WHAT YOU SHOULD DO | Scan the listing below. Return every line containing the string "unsigned".
-------------------------
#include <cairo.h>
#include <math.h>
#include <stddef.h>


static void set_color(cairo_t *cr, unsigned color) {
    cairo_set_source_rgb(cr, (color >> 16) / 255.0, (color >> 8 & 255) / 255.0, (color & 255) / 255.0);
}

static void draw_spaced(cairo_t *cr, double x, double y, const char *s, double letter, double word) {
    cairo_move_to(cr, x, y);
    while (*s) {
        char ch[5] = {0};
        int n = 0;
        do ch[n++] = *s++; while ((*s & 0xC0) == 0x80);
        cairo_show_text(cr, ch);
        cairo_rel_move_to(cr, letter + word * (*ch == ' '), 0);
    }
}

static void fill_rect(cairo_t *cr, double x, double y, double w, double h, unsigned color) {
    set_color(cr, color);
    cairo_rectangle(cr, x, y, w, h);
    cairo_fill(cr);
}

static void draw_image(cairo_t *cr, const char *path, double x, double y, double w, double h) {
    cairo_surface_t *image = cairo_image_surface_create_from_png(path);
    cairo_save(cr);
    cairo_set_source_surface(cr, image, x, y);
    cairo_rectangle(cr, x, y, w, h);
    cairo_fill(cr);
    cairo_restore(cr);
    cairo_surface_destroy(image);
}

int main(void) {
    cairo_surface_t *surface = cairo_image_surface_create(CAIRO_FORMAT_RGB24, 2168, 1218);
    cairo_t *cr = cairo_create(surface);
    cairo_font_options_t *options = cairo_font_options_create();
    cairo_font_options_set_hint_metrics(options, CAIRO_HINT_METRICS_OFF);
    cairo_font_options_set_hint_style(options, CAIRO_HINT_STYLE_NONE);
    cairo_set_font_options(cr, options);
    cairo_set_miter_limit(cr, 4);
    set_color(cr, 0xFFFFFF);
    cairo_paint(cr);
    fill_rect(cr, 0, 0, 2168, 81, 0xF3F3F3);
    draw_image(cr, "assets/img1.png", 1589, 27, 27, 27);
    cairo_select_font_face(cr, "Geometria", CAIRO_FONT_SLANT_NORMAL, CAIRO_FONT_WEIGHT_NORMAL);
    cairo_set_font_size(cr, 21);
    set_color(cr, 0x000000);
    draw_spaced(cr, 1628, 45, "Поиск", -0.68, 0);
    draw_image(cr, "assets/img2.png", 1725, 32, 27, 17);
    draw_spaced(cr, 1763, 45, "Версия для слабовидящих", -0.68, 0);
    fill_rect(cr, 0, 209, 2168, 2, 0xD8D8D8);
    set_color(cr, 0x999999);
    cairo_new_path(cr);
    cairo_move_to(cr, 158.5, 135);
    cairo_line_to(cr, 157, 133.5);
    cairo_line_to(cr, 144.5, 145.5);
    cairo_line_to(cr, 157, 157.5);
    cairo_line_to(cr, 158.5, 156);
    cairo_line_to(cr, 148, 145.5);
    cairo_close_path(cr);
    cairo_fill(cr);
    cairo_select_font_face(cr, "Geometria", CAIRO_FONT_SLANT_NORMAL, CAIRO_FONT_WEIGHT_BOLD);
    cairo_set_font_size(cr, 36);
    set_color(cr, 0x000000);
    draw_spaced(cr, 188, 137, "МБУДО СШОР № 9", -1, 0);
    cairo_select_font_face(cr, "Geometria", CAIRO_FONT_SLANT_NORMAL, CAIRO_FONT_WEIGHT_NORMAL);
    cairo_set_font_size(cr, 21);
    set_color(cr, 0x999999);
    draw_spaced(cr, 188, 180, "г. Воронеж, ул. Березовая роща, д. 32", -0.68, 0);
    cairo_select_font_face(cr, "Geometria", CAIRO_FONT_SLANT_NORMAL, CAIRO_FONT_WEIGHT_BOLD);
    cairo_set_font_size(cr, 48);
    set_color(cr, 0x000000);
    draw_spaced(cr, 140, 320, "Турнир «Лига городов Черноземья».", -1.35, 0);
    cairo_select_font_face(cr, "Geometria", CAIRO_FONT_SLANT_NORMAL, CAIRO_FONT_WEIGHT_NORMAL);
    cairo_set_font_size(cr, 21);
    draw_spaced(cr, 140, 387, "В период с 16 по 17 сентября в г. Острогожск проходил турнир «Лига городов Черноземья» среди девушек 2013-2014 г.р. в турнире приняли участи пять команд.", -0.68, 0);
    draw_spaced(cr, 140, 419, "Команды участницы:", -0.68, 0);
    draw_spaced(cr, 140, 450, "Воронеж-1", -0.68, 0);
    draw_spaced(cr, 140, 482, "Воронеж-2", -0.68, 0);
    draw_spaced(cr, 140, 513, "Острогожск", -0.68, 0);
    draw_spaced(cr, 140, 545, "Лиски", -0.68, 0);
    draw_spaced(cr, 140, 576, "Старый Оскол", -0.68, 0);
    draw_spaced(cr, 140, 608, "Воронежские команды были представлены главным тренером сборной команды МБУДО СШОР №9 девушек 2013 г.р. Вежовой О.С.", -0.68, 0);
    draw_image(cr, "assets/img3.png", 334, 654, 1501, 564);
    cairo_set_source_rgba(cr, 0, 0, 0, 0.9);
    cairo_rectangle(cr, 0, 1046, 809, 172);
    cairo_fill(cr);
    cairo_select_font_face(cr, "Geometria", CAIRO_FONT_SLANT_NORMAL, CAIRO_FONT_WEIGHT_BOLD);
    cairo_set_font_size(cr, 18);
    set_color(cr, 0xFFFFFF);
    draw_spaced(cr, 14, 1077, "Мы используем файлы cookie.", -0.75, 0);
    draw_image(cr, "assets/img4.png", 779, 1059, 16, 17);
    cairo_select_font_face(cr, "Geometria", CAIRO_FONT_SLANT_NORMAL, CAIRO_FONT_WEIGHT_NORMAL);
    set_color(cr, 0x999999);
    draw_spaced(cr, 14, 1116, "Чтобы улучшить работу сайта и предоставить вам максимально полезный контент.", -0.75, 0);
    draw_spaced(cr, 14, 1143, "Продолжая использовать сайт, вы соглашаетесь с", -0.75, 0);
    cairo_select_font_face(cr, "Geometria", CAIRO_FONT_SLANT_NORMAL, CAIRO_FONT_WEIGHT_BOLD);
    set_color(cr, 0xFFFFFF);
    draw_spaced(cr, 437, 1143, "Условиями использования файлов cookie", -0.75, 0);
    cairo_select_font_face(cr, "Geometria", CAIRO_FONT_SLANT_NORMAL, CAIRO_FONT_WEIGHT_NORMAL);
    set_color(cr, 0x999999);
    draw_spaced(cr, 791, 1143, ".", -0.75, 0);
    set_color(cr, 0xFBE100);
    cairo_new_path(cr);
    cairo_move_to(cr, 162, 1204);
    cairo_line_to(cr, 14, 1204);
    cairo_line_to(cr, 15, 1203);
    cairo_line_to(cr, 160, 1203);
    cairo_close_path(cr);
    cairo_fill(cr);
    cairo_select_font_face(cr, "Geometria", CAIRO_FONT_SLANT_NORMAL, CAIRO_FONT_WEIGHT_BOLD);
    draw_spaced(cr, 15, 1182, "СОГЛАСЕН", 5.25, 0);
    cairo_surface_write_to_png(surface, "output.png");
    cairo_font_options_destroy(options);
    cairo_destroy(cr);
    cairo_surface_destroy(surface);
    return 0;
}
-------------------------
TASK SOLUTION |
static void set_color(cairo_t *cr, unsigned color) {
static void fill_rect(cairo_t *cr, double x, double y, double w, double h, unsigned color) {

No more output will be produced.